### Instructions to follow
Find every line below where the string "that" shows up, and copy those lines.

### Saved data entries
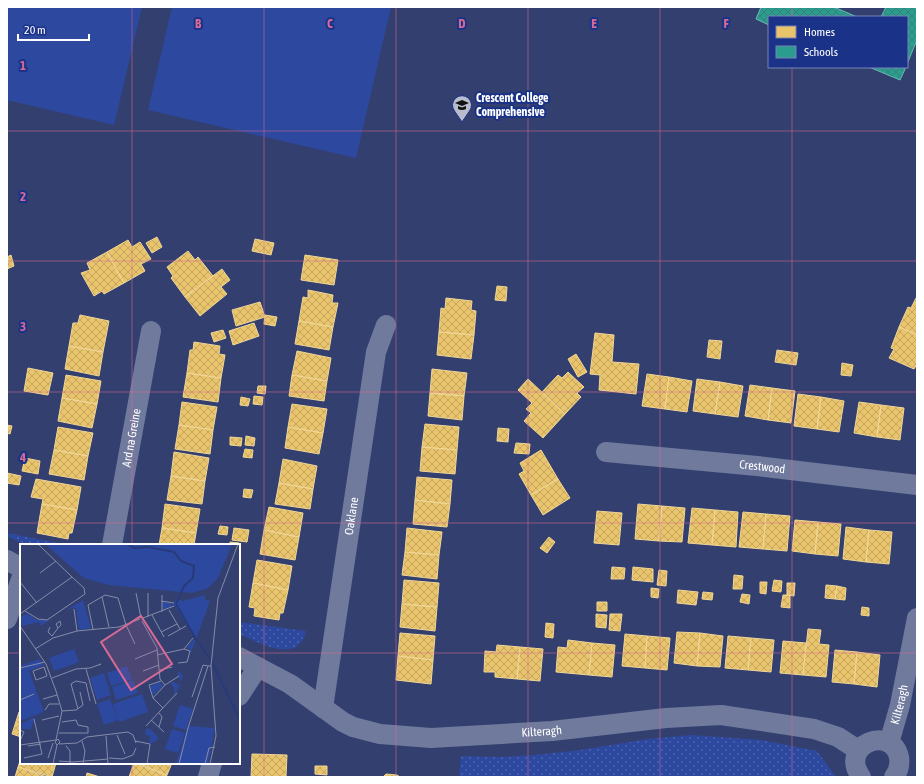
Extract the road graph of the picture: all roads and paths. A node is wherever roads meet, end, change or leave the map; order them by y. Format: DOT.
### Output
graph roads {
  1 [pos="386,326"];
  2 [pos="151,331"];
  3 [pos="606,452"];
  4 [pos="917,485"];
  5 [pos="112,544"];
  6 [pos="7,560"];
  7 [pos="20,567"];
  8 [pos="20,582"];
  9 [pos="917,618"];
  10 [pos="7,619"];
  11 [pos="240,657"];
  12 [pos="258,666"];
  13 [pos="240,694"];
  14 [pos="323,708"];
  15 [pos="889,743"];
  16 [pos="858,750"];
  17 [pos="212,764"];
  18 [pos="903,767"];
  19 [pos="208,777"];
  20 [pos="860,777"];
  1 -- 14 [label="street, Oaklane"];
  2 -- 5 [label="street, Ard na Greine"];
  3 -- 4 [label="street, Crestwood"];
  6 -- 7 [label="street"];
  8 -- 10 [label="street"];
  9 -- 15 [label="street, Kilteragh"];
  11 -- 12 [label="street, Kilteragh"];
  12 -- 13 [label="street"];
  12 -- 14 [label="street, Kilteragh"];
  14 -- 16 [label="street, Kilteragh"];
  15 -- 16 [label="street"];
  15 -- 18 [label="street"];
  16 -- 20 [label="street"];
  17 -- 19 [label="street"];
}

* * *

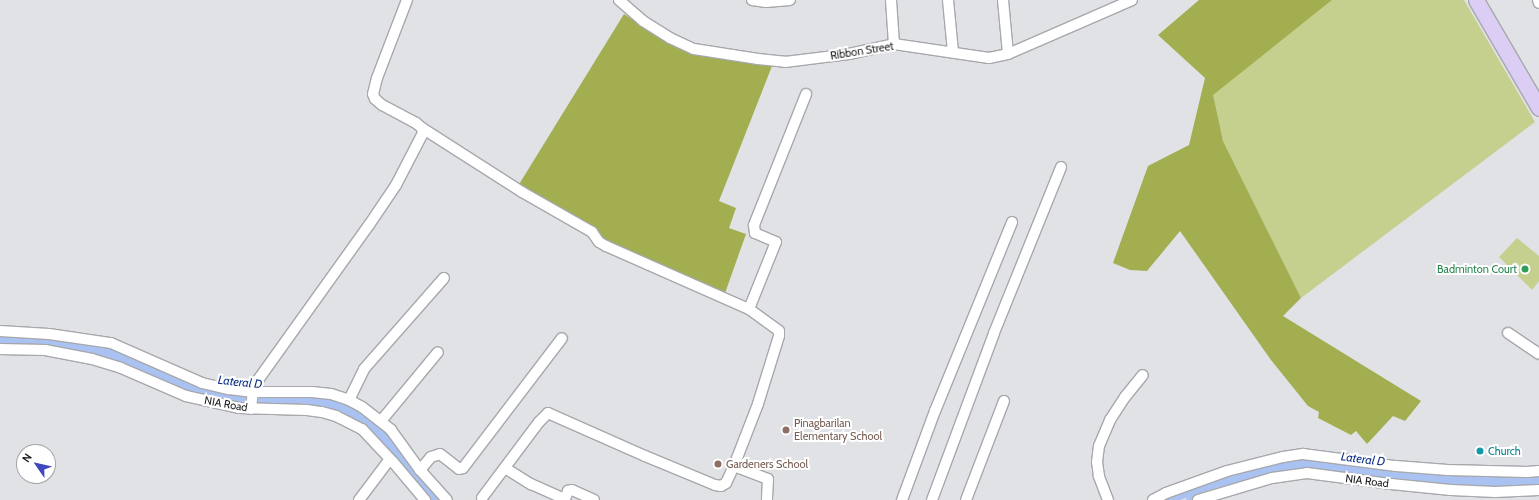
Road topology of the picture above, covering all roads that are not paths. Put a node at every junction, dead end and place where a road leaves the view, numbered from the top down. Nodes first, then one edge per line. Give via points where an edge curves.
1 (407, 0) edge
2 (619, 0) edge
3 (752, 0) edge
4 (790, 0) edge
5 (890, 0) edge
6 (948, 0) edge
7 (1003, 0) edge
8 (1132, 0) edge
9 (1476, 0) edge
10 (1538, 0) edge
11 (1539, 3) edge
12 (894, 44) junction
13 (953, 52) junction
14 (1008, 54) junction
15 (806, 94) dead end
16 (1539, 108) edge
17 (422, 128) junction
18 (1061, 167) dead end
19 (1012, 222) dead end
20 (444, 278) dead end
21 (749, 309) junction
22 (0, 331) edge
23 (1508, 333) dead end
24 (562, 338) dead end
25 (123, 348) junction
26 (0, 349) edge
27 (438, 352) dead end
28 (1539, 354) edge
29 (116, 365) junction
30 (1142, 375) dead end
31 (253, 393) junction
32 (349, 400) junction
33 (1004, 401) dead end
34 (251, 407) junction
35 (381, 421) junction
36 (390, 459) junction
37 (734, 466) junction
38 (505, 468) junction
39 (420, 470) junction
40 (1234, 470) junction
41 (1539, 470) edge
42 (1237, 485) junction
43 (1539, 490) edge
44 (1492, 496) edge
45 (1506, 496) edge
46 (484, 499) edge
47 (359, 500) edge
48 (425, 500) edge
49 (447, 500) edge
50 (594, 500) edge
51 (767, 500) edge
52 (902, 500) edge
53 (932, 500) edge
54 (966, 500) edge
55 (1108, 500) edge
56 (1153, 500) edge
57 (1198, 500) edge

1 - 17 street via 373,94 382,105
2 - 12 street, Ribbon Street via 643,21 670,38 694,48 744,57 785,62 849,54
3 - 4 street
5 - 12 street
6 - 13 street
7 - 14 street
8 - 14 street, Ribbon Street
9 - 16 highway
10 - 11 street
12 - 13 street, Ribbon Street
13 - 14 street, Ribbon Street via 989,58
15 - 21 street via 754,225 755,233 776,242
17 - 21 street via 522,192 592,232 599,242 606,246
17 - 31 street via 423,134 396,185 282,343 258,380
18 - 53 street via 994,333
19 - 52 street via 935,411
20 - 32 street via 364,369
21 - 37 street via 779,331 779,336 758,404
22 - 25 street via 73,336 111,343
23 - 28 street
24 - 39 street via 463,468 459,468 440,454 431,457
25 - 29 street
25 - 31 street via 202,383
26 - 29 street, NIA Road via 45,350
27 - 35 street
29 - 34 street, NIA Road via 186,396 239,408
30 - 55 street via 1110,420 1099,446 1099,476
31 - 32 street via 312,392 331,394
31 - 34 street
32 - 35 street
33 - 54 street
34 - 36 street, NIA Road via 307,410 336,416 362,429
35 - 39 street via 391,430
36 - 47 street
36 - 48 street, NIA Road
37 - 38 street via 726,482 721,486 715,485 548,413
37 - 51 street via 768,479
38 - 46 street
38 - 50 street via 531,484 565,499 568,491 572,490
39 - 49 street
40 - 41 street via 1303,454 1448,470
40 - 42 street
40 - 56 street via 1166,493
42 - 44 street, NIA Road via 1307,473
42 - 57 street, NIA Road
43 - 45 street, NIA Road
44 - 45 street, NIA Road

==

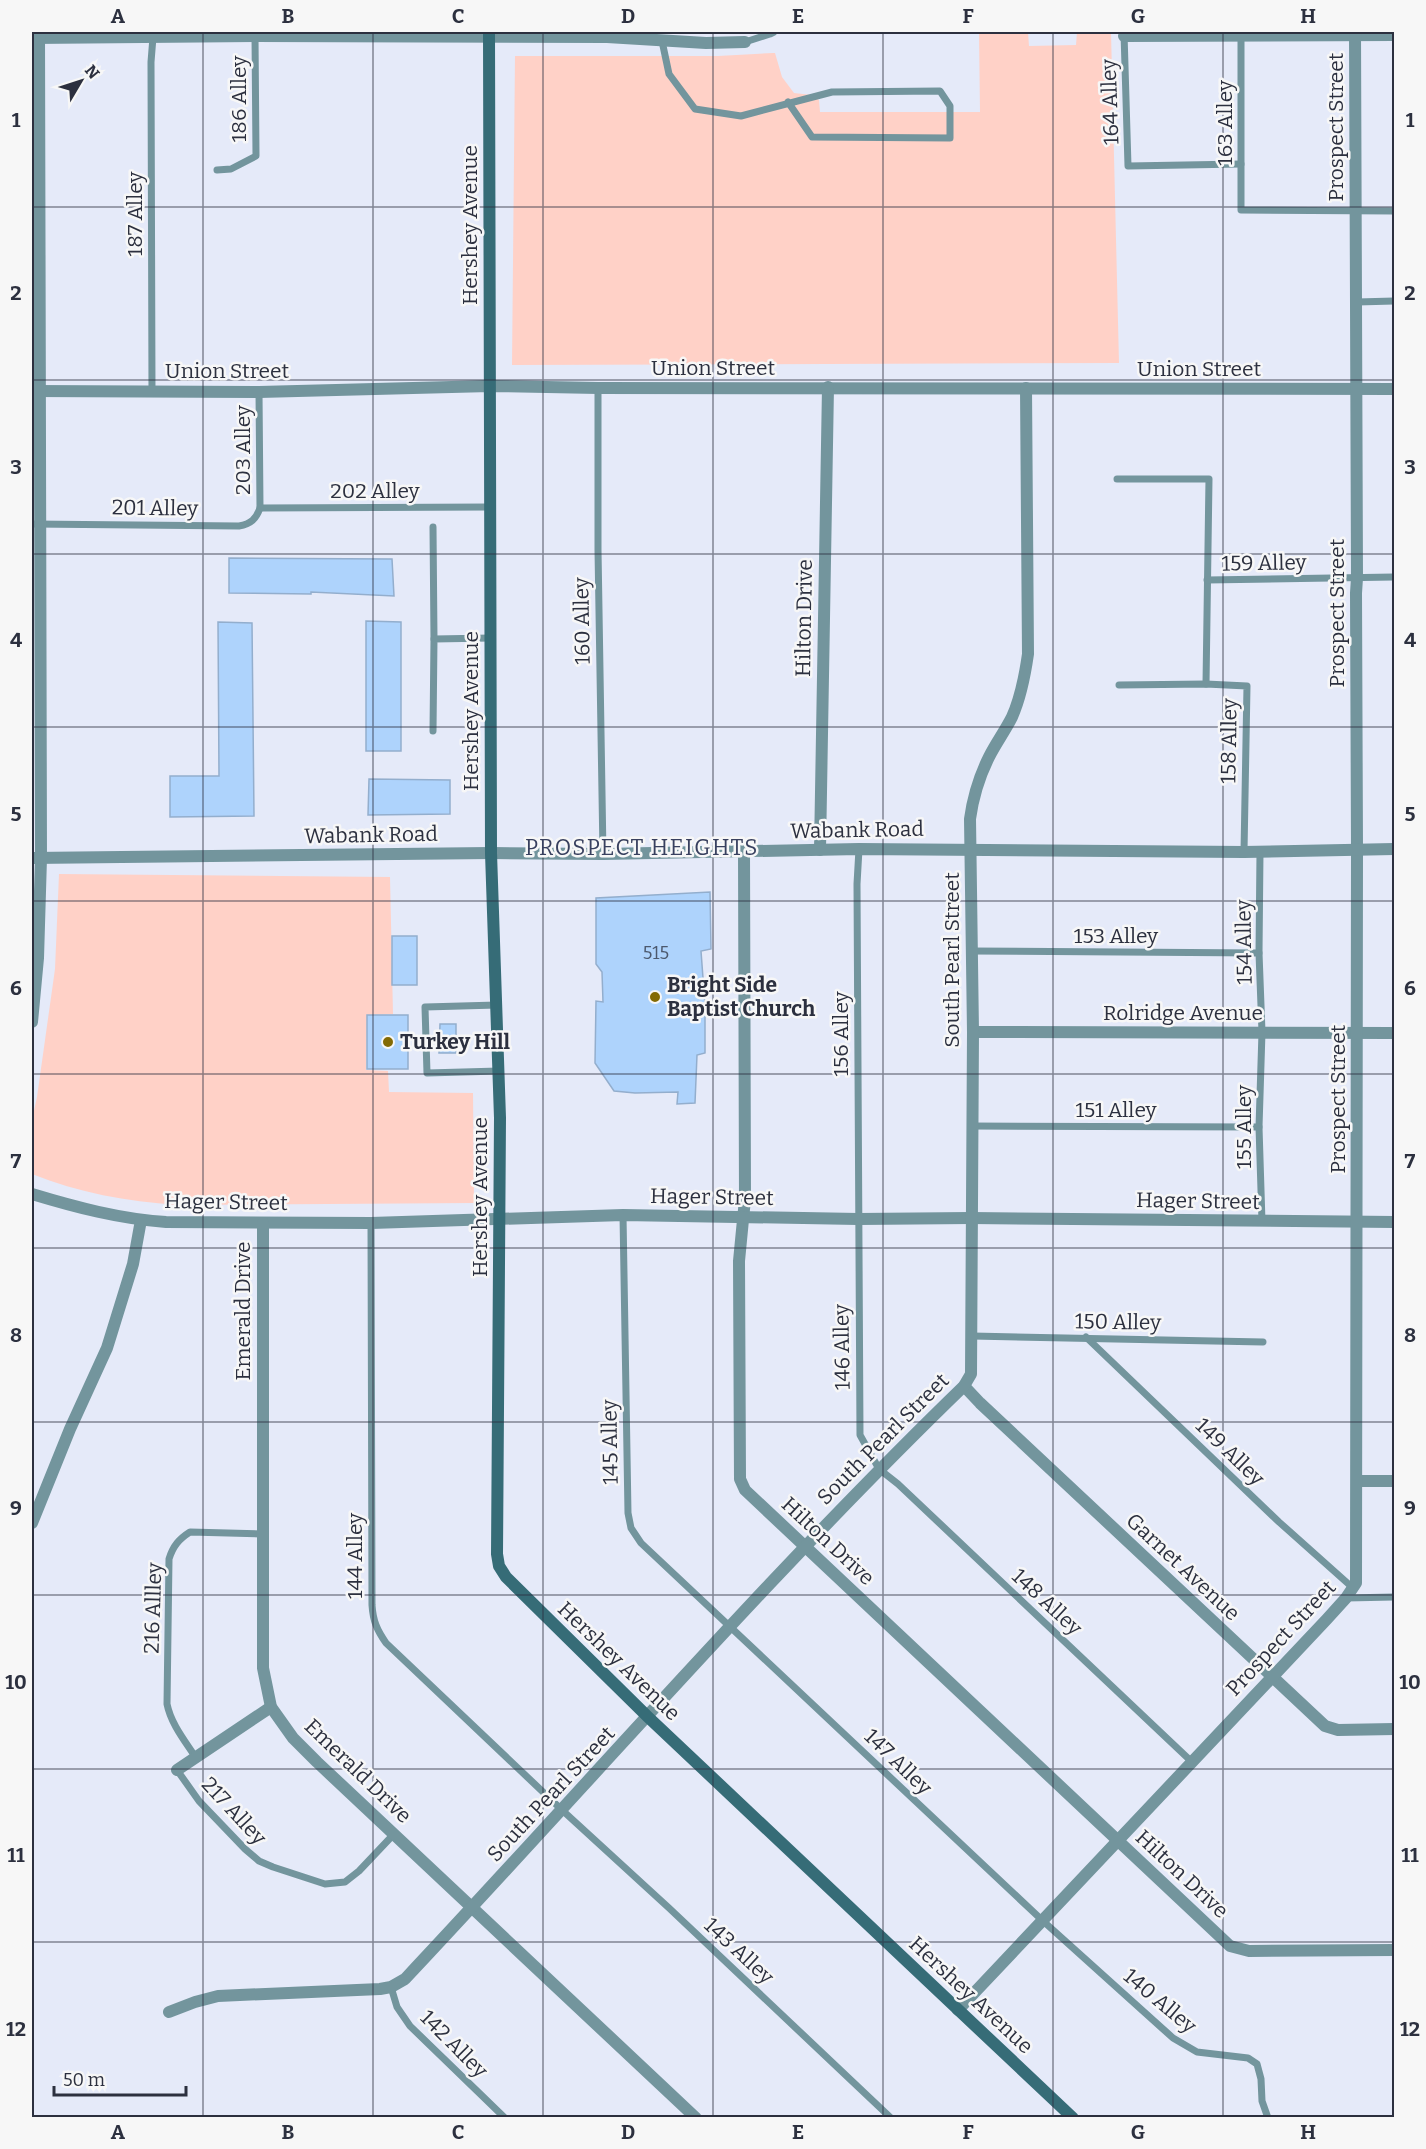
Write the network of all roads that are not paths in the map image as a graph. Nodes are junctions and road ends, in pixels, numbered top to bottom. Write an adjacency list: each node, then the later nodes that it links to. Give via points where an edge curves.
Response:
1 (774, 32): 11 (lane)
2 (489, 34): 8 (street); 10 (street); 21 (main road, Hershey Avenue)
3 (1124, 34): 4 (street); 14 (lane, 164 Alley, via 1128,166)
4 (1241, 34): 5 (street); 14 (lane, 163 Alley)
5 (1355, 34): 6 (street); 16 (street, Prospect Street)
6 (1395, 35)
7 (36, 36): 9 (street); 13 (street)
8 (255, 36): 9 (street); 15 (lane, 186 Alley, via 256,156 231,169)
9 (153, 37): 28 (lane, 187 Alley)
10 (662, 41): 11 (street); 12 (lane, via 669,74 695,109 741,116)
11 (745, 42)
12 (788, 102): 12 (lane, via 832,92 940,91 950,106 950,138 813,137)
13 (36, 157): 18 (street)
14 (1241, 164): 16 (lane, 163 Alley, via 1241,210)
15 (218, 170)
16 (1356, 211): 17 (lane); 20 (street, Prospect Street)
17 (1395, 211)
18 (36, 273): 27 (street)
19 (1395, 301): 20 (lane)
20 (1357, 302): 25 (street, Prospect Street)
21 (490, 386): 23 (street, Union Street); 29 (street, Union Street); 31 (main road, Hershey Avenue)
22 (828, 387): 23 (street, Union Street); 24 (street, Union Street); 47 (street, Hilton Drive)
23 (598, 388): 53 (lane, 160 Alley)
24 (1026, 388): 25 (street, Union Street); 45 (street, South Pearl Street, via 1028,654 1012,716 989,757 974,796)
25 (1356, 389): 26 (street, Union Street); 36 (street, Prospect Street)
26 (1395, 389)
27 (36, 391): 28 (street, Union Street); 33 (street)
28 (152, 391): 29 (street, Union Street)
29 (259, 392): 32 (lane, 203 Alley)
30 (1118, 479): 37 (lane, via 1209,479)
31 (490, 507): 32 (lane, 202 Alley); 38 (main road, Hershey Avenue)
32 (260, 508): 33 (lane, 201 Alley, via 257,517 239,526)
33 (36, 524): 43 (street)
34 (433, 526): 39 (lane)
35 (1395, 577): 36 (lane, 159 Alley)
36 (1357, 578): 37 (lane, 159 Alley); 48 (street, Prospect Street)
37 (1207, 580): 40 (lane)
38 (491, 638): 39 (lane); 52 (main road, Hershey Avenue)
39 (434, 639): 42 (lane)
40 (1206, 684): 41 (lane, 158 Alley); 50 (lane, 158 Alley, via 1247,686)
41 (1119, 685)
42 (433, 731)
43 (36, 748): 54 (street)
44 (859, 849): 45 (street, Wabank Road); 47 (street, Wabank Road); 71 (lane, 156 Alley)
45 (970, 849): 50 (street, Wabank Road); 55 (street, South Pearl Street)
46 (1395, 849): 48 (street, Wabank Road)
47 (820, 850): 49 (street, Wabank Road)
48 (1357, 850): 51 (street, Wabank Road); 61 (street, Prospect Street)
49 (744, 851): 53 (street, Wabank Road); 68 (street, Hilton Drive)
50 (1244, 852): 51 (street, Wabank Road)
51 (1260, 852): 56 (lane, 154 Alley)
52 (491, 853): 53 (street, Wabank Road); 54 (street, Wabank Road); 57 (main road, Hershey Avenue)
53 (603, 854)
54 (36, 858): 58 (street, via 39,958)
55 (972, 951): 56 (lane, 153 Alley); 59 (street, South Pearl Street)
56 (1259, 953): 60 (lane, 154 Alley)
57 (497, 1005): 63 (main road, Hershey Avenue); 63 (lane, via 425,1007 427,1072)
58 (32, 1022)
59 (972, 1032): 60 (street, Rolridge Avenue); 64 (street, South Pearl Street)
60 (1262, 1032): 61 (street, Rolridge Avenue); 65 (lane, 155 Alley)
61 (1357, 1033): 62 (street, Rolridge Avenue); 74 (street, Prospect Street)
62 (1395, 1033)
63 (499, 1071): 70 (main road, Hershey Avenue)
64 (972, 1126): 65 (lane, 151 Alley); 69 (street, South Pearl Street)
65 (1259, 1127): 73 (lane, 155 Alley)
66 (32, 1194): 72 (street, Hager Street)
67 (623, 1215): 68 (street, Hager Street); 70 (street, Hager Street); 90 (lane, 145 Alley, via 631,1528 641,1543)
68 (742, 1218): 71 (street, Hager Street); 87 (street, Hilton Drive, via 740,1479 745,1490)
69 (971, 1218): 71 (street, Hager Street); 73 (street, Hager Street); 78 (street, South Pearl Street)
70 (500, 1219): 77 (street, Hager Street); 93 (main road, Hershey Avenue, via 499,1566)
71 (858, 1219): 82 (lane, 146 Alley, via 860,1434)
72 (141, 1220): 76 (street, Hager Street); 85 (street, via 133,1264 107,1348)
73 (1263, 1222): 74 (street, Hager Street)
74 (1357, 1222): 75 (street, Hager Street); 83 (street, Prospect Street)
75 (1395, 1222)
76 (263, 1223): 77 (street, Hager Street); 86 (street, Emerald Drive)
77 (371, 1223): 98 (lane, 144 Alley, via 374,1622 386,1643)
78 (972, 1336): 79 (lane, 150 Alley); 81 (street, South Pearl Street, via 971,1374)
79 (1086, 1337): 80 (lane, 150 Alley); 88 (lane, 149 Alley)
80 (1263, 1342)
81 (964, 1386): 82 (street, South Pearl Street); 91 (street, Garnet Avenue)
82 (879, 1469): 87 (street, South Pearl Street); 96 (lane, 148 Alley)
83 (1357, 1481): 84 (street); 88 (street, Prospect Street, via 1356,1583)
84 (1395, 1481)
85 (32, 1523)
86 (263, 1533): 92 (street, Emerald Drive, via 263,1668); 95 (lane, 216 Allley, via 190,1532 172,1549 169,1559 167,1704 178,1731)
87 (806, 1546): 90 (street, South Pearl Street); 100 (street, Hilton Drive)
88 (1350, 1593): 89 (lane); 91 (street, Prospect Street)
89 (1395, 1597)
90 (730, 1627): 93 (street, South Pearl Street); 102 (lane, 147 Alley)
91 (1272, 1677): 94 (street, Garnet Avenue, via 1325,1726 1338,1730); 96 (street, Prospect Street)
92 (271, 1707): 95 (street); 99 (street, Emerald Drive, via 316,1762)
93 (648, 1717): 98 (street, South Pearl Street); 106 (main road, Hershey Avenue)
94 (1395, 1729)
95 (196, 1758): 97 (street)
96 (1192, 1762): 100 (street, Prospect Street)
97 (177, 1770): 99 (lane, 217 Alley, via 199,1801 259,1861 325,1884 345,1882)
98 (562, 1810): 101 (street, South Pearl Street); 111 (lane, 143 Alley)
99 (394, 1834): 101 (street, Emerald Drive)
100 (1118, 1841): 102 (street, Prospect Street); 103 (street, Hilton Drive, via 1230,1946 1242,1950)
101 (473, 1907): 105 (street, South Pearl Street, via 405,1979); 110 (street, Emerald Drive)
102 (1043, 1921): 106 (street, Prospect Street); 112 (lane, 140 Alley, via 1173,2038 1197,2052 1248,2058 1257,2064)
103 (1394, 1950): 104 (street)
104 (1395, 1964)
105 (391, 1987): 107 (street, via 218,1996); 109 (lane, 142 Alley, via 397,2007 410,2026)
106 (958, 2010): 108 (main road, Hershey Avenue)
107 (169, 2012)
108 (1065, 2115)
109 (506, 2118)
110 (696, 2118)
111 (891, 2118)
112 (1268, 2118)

### Solution for this problem
Road topology of the picture above, covering all roads that are not paths. Put a node at every junction, dead end and place where a road leaves the view, numbered from the top down. Nodes first, then one edge per line. Give via points where an edge curves.
Write the network of all roads that are not paths in the map image as a graph. Nodes are junctions and road ends, in pixels, numbered top to bottom. Write an adjacency list: each node, then the later nodes that it links to. Give via points where an edge curves.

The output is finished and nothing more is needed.